Exercise aim: A faithful copy is required: transcribe each line below exactly, minus the pictures.

=== Begin Enclosure ===

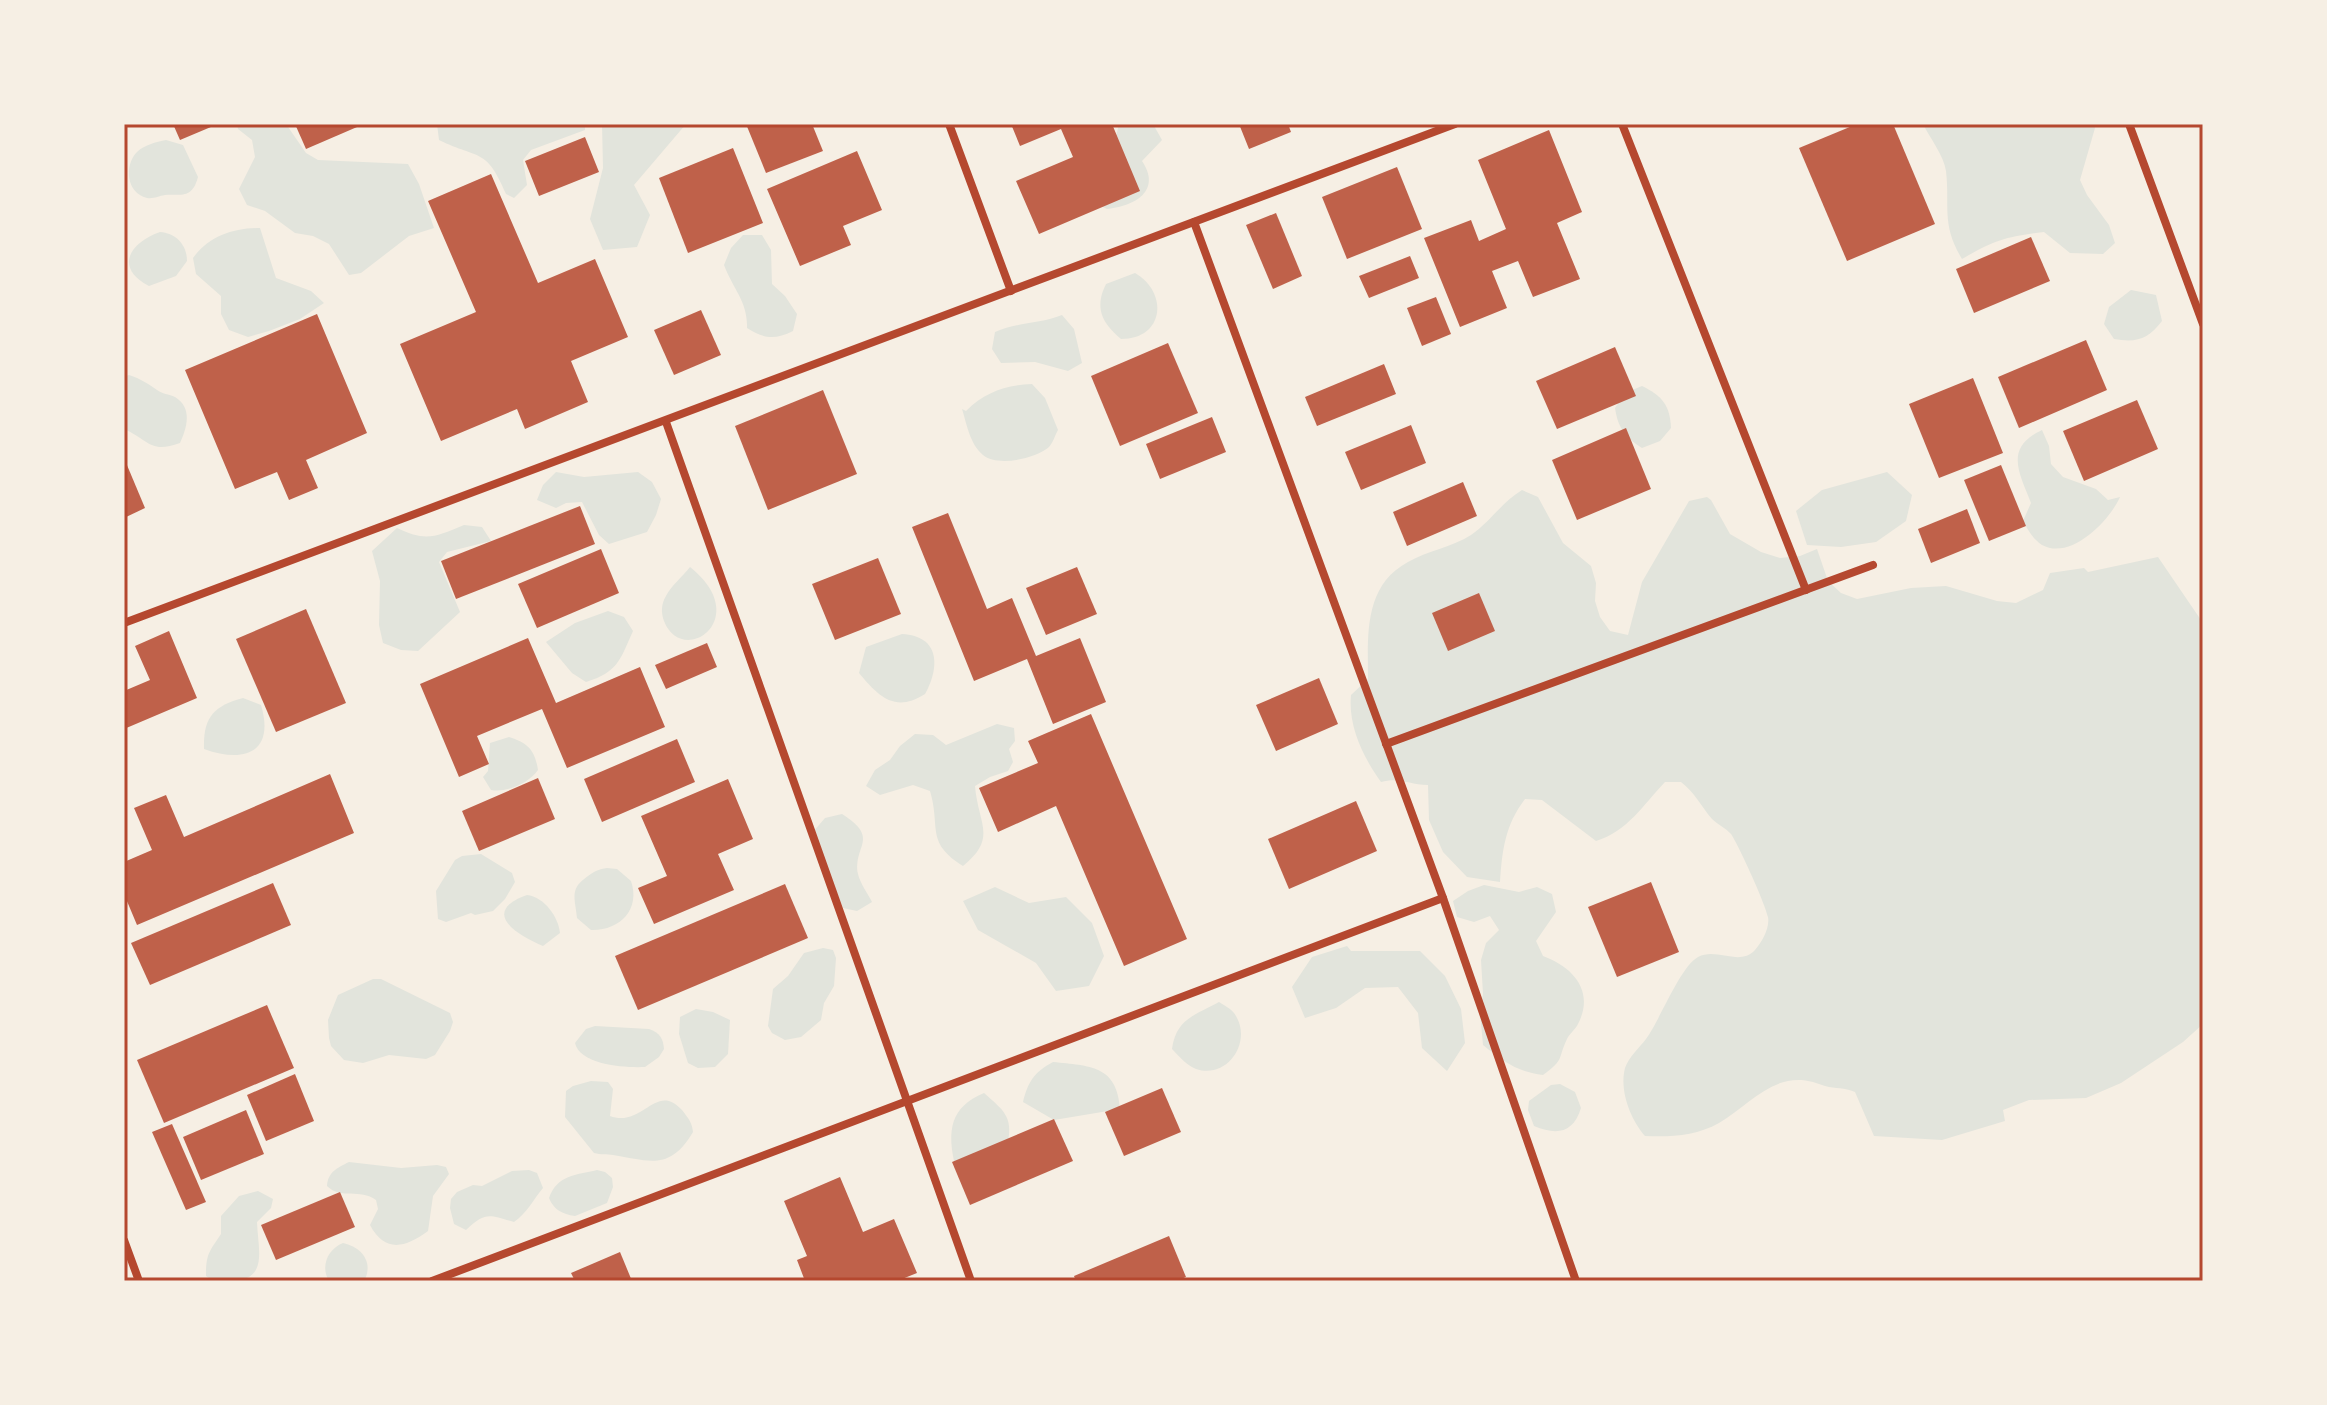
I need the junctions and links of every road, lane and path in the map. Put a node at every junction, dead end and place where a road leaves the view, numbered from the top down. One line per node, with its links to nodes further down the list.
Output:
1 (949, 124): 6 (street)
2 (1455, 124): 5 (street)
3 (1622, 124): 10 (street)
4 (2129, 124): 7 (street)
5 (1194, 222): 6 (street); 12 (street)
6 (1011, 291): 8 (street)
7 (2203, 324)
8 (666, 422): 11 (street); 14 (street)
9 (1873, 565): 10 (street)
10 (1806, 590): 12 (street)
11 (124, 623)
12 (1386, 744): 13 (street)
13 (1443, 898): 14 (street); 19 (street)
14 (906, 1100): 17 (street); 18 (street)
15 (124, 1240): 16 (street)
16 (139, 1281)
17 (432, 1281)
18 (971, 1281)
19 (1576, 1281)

=== End Enclosure ===

Exercise output:
I need the junctions and links of every road, lane and path in the map. Put a node at every junction, dead end and place where a road leaves the view, numbered from the top down. One line per node, with its links to nodes further down the list.
Output:
1 (949, 124): 6 (street)
2 (1455, 124): 5 (street)
3 (1622, 124): 10 (street)
4 (2129, 124): 7 (street)
5 (1194, 222): 6 (street); 12 (street)
6 (1011, 291): 8 (street)
7 (2203, 324)
8 (666, 422): 11 (street); 14 (street)
9 (1873, 565): 10 (street)
10 (1806, 590): 12 (street)
11 (124, 623)
12 (1386, 744): 13 (street)
13 (1443, 898): 14 (street); 19 (street)
14 (906, 1100): 17 (street); 18 (street)
15 (124, 1240): 16 (street)
16 (139, 1281)
17 (432, 1281)
18 (971, 1281)
19 (1576, 1281)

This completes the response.